FEEL

 

Now drop below the radar of the visual, beneath the cartographer’s contour and the bureaucrat’s grid. Down here at ground level the city is encountered through the logic of a different system of narration; its stories voiced in the language of more marginal and experiential translations. Wandering disrupts the dominant optical orientation of mapping — the static, atemporal form of spatiality through which a place is officially described — by drawing attention to the way in which space is always under construction and understood by the range of senses, not only through sight. At close range it is no longer possible to visually experience the city as a map. It must be registered through another sensory order. It must be felt. Close your eyes and allow your feet to read the streets as though they were braille, as though they were a musical score. Pay attention to its orchestral patterns and invisible tempo — to the repeated rhythms and staccato breaks, interludes, capricious ruptures, to the melody of wear played out and manifest in heavy palimpsest and notations along the margins.
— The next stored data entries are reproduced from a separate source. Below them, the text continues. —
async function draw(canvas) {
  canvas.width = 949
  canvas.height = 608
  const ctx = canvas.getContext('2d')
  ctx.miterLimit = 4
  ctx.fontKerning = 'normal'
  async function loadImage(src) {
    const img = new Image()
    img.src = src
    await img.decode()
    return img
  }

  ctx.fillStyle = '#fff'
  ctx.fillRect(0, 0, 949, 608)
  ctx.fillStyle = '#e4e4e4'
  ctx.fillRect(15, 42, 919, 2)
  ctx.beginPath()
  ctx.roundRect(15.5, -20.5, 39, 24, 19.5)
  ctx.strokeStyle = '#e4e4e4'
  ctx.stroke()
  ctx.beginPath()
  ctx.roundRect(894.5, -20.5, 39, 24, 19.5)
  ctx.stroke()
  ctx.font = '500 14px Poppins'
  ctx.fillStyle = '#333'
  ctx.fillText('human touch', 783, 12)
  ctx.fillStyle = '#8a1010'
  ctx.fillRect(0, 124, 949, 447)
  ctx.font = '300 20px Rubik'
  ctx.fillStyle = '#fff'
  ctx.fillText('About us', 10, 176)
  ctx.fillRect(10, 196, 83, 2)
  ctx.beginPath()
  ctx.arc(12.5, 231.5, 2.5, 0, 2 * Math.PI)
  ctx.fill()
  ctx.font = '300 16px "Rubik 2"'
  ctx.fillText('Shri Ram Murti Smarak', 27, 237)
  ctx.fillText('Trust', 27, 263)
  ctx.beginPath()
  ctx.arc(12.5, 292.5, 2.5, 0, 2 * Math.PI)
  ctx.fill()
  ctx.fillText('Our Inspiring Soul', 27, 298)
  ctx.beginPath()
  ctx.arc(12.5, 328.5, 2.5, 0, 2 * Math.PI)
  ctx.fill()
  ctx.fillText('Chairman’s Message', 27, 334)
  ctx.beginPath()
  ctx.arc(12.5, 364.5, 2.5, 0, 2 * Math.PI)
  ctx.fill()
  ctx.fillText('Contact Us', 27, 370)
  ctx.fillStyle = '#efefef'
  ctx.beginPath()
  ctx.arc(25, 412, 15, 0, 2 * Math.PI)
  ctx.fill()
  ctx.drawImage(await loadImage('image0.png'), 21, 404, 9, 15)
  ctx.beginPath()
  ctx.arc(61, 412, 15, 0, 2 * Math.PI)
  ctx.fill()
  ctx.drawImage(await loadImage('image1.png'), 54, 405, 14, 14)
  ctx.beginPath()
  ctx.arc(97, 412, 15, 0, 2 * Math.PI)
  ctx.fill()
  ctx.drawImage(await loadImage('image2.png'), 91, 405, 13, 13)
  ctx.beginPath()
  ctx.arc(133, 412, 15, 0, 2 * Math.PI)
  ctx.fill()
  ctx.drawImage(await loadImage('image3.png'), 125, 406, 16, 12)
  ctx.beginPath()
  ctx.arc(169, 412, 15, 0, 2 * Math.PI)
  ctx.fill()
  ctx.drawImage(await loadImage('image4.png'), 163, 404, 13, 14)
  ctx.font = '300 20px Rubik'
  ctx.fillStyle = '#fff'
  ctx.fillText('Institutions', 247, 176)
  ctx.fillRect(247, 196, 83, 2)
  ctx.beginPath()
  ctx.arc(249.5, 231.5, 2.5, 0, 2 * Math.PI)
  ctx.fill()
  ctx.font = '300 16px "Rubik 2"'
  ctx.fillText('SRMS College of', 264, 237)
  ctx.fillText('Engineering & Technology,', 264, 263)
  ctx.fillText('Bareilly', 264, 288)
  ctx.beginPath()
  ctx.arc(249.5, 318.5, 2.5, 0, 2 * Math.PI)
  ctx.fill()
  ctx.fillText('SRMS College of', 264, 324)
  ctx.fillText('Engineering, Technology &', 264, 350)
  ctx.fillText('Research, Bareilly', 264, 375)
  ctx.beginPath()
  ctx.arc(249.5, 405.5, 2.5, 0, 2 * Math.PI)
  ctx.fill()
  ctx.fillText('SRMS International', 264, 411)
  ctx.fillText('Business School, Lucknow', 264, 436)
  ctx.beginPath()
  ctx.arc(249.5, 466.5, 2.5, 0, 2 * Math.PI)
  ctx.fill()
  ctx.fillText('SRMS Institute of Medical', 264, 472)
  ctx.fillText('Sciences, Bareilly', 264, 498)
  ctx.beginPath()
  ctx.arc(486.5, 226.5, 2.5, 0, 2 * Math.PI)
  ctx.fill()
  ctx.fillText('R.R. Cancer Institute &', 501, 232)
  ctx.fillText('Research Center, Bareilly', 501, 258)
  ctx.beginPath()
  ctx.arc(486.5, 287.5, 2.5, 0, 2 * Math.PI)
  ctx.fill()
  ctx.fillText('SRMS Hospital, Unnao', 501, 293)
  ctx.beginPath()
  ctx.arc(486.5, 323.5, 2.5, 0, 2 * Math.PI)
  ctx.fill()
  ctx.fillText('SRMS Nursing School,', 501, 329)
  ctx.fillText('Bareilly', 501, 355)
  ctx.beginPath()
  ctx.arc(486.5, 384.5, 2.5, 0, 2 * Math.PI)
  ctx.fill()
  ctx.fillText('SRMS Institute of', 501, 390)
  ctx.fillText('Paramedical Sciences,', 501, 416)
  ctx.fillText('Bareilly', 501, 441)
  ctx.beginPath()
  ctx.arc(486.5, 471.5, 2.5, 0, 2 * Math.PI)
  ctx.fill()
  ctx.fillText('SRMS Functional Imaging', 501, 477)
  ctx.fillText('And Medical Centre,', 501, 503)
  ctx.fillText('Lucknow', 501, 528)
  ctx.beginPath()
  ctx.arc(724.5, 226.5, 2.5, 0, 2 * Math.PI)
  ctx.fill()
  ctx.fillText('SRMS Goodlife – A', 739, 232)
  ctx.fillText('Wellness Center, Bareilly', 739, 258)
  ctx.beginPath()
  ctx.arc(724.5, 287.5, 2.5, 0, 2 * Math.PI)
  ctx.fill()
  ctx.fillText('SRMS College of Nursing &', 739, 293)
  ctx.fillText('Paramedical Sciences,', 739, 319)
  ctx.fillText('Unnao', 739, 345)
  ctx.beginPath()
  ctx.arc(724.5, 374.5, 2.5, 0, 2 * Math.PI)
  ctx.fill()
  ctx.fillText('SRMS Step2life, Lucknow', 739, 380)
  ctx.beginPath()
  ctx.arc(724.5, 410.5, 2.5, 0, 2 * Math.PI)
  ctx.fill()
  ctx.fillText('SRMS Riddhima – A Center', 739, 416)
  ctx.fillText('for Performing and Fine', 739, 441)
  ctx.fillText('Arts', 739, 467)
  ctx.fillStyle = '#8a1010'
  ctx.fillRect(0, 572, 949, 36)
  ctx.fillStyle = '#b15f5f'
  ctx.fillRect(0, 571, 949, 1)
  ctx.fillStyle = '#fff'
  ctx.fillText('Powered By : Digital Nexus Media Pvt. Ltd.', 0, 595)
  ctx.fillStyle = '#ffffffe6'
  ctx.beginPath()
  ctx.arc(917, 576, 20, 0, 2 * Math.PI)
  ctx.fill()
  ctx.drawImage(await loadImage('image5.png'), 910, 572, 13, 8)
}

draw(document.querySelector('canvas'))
Construct a way of speaking back, as an echo or vibration drawn and performed through your body. Choreograph your reply as a silent eulogy, to others who have walked along this way.

 

From Emma Cocker, The Yes of the No, (Sheffield: Site Gallery, 2016),  p. 43. Revised extract of a text entitled ‘Pay Attention to the Footnotes’ previously published as part of a series of publicly sited postcards and artists’ pamphlet produced in collaboration with the project Open City (2007–2010).